Module 3 Presentation: Experimental Data Quality and Error Checks

This module teaches how to detect errors before they damage conclusions. Quality checks are part of science, not optional cleanup.

Beginner outcome: you will run a repeatable quality checklist and document what you changed.

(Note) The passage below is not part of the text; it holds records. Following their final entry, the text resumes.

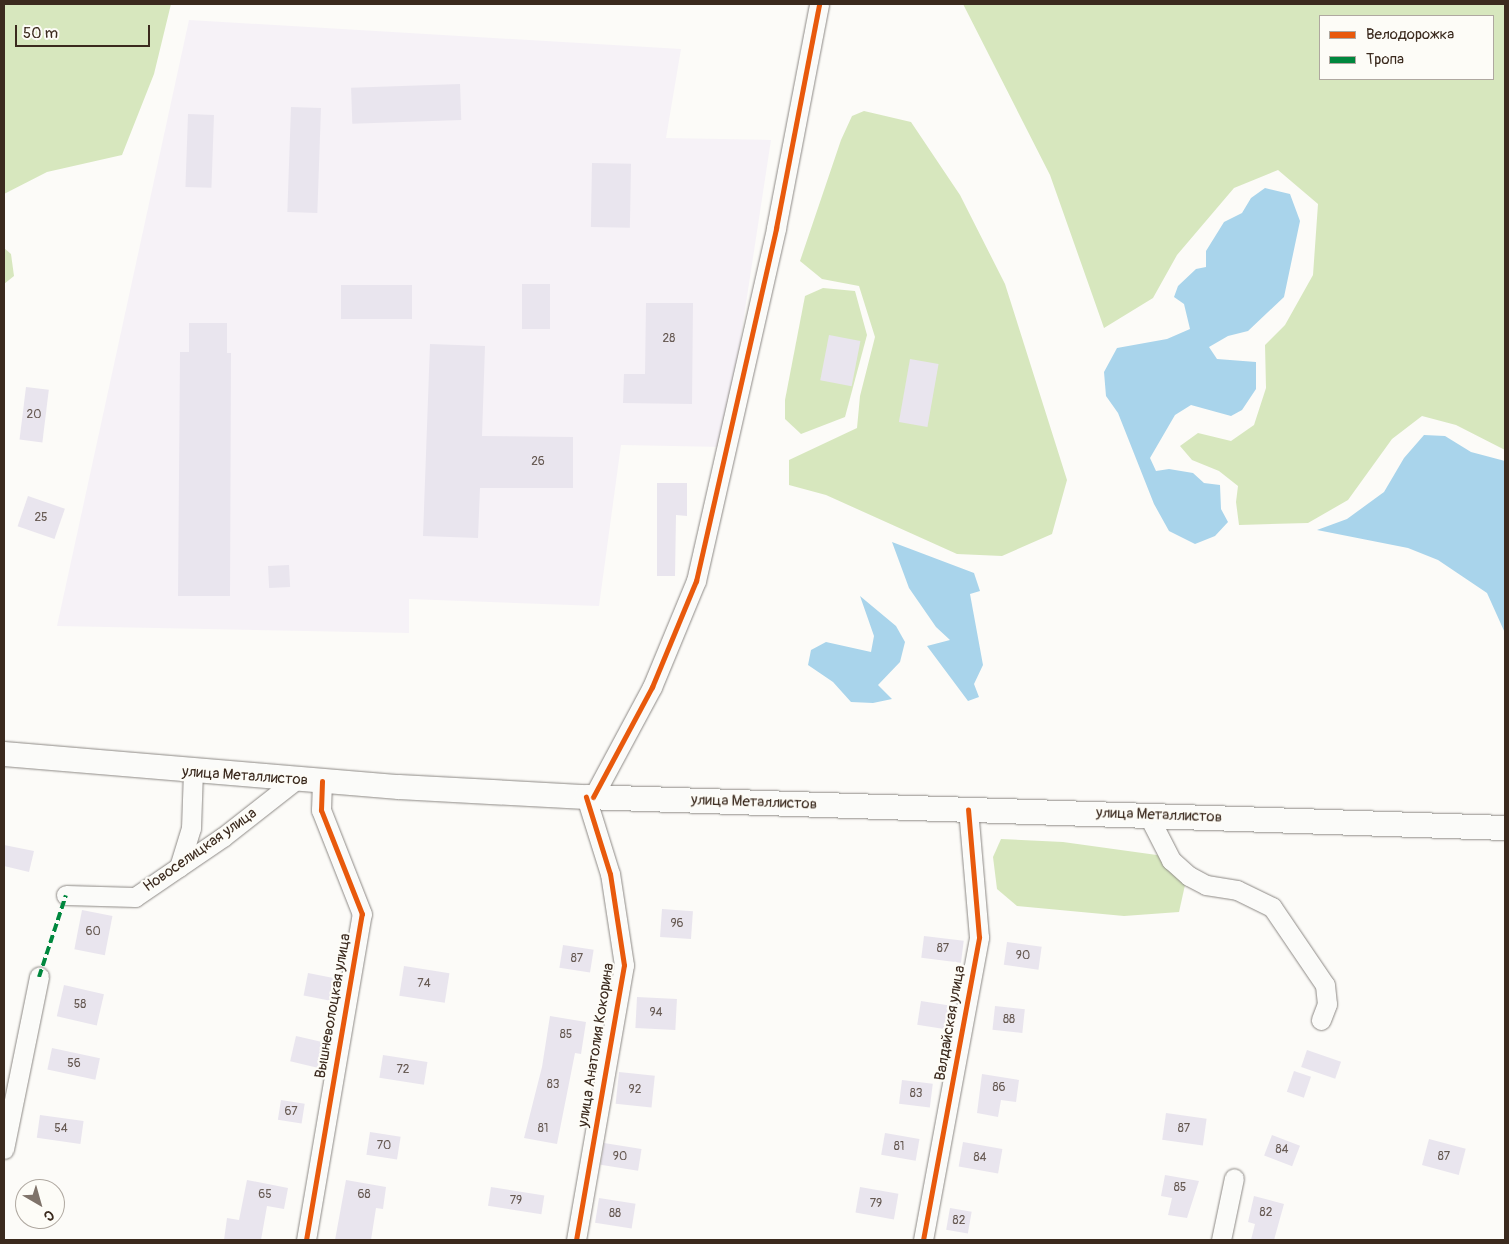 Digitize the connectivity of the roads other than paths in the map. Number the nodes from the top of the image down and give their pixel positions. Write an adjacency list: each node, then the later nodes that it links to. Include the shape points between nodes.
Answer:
1 (819, 4): 6 (street, via 776,228 696,581 652,687)
2 (4, 754): 3 (main road, улица Металлистов)
3 (193, 772): 4 (main road, улица Металлистов); 10 (street, via 191,828)
4 (297, 780): 5 (main road, улица Металлистов); 10 (street, Новоселицкая улица)
5 (322, 782): 6 (main road, улица Металлистов); 16 (street, Вышневолоцкая улица, via 321,810 362,914)
6 (590, 797): 7 (main road, улица Металлистов); 17 (street, улица Анатолия Кокорина, via 610,874 624,966)
7 (968, 809): 8 (main road, улица Металлистов); 18 (street, Валдайская улица, via 979,937)
8 (1148, 815): 9 (main road, улица Металлистов); 13 (street, via 1171,860 1188,876 1206,884 1237,890 1272,907 1325,986 1327,1004)
9 (1505, 828)
10 (179, 867): 11 (street, Новоселицкая улица, via 135,897)
11 (66, 895)
12 (39, 977): 14 (street)
13 (1321, 1020)
14 (4, 1149)
15 (1234, 1178): 19 (street)
16 (306, 1240)
17 (576, 1240)
18 (923, 1240)
19 (1221, 1240) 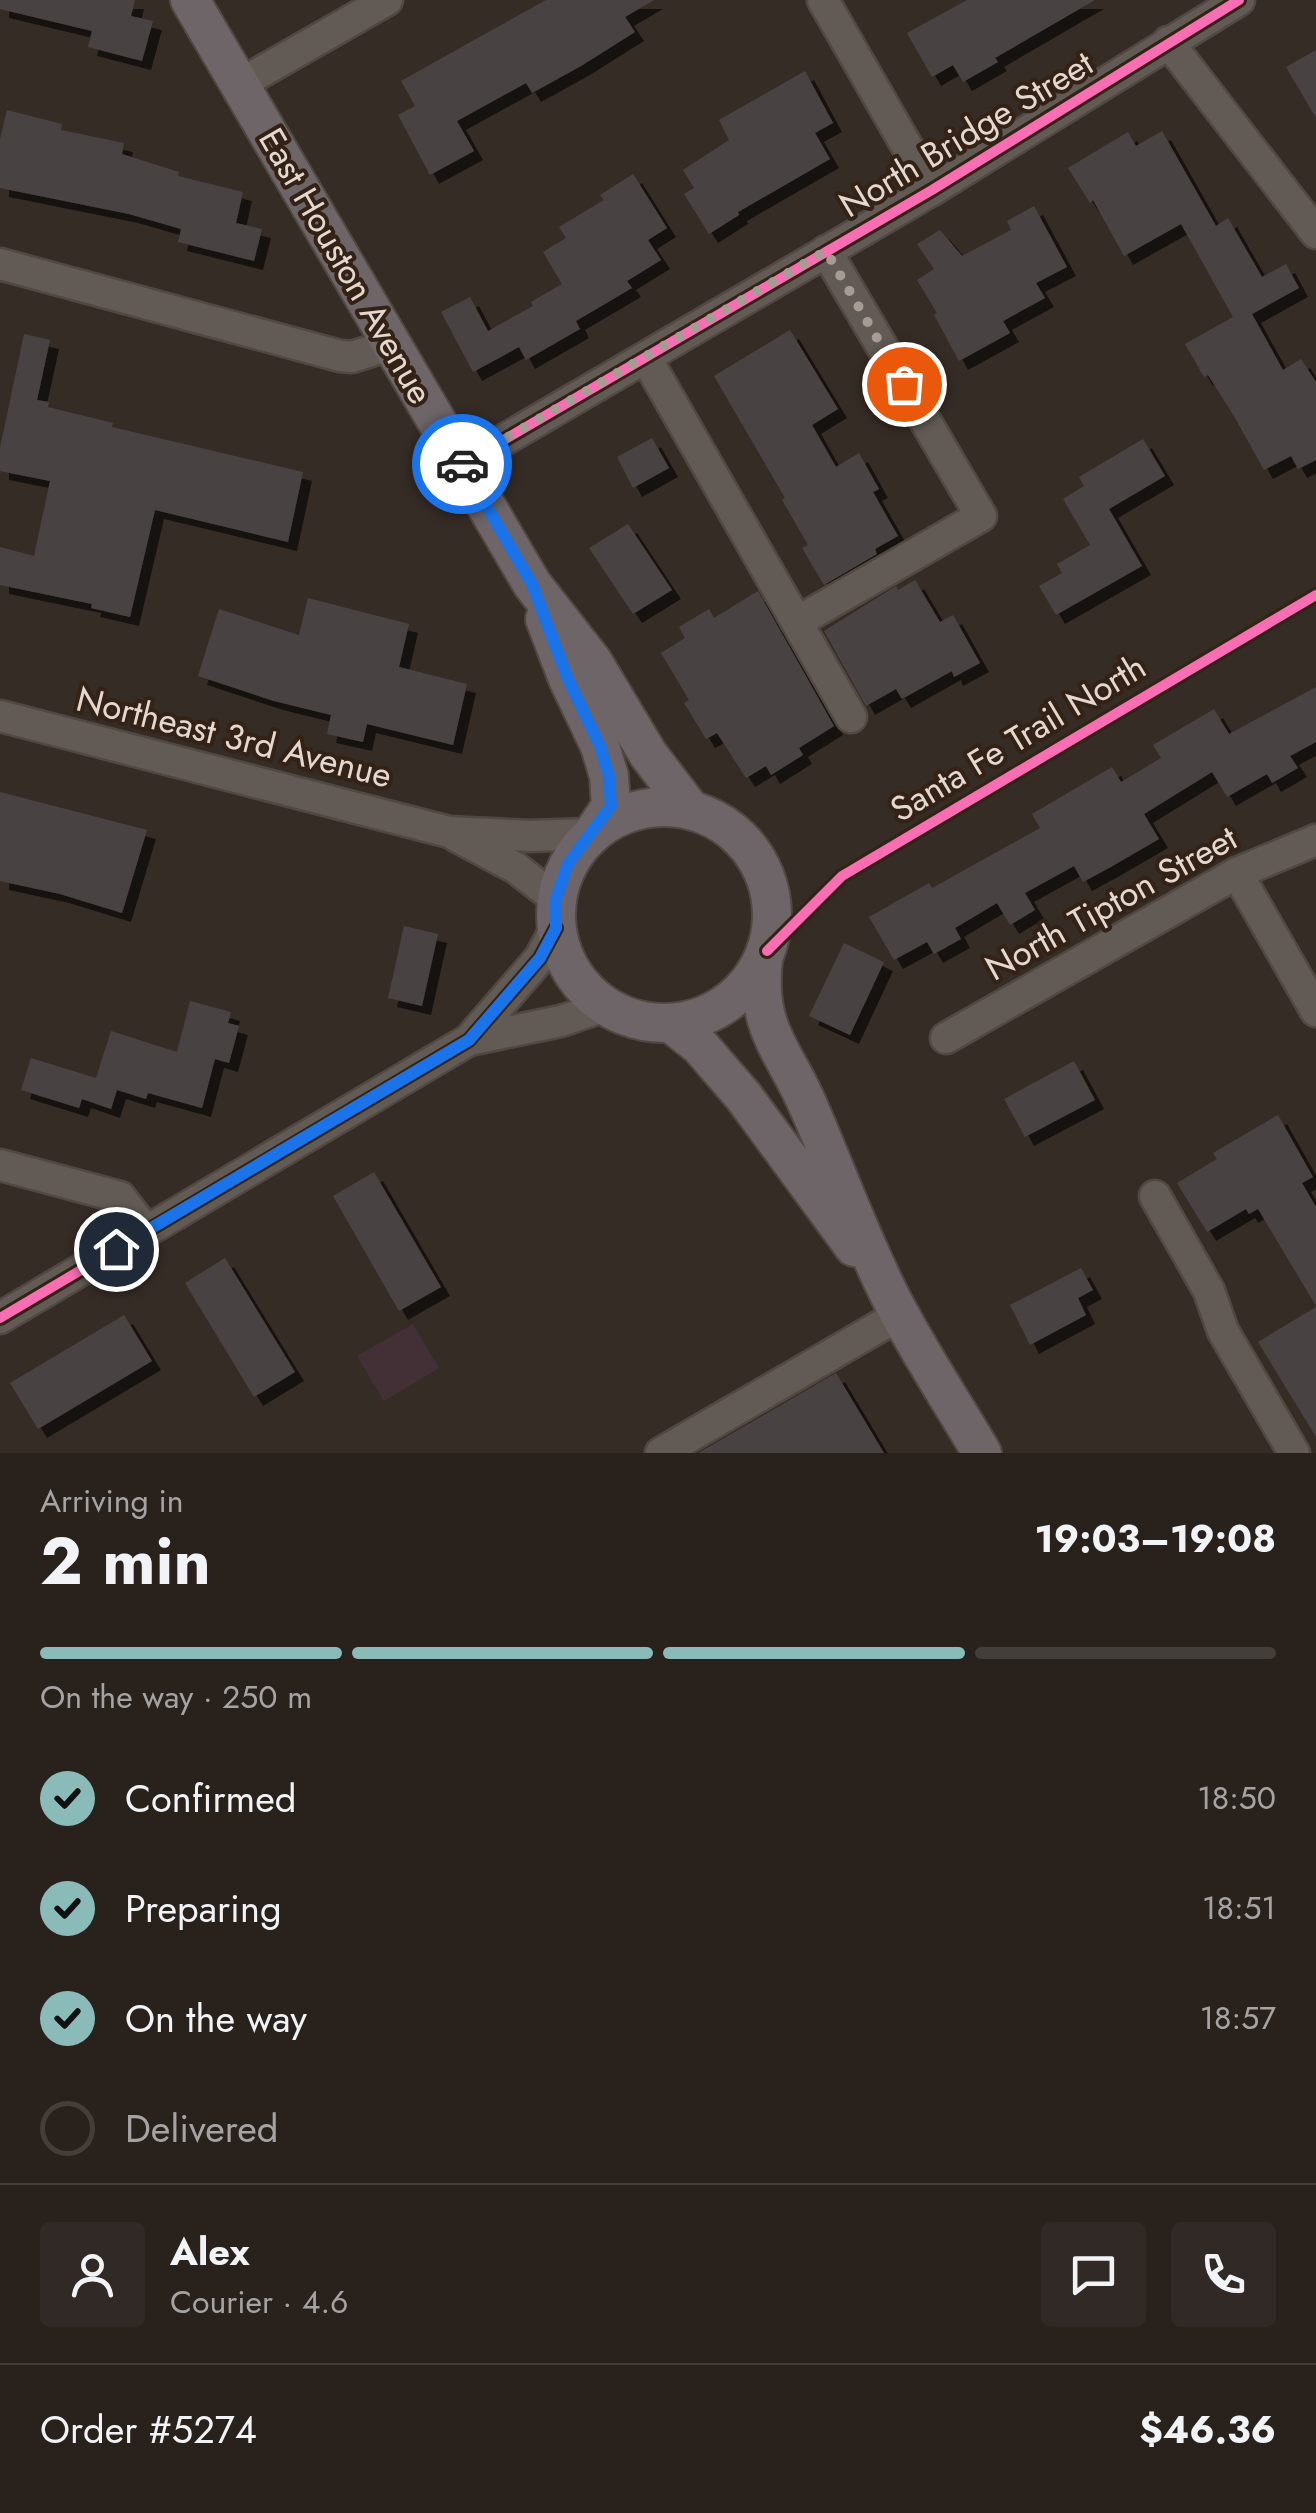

1) Typical quality problems

  • Missing values (empty cells or NA).
  • Wrong units (cm vs mm mixed in one column).
  • Typos in categories (“Treatmnt” vs “Treatment”).
  • Out-of-range values (negative counts where impossible).
  • Duplicate IDs.

2) Fast quality checklist

# Missing values per column
colSums(is.na(df))

# Duplicate IDs
sum(duplicated(df$plant_id))

# Category spelling check
unique(df$treatment)

# Numeric range check
summary(df$height_cm)

3) Document every correction

Create a simple log in your script as comments:

# QC log
# 2026-07-02: corrected treatment typo 'Treatmnt' -> 'Treatment'
# 2026-07-02: removed duplicated row for plant_id 103
# 2026-07-02: converted height from mm to cm for batch B

4) Why this protects your results

  • Prevents garbage-in-garbage-out analysis.
  • Makes your process auditable by collaborators.
  • Improves reproducibility for publication and peer review.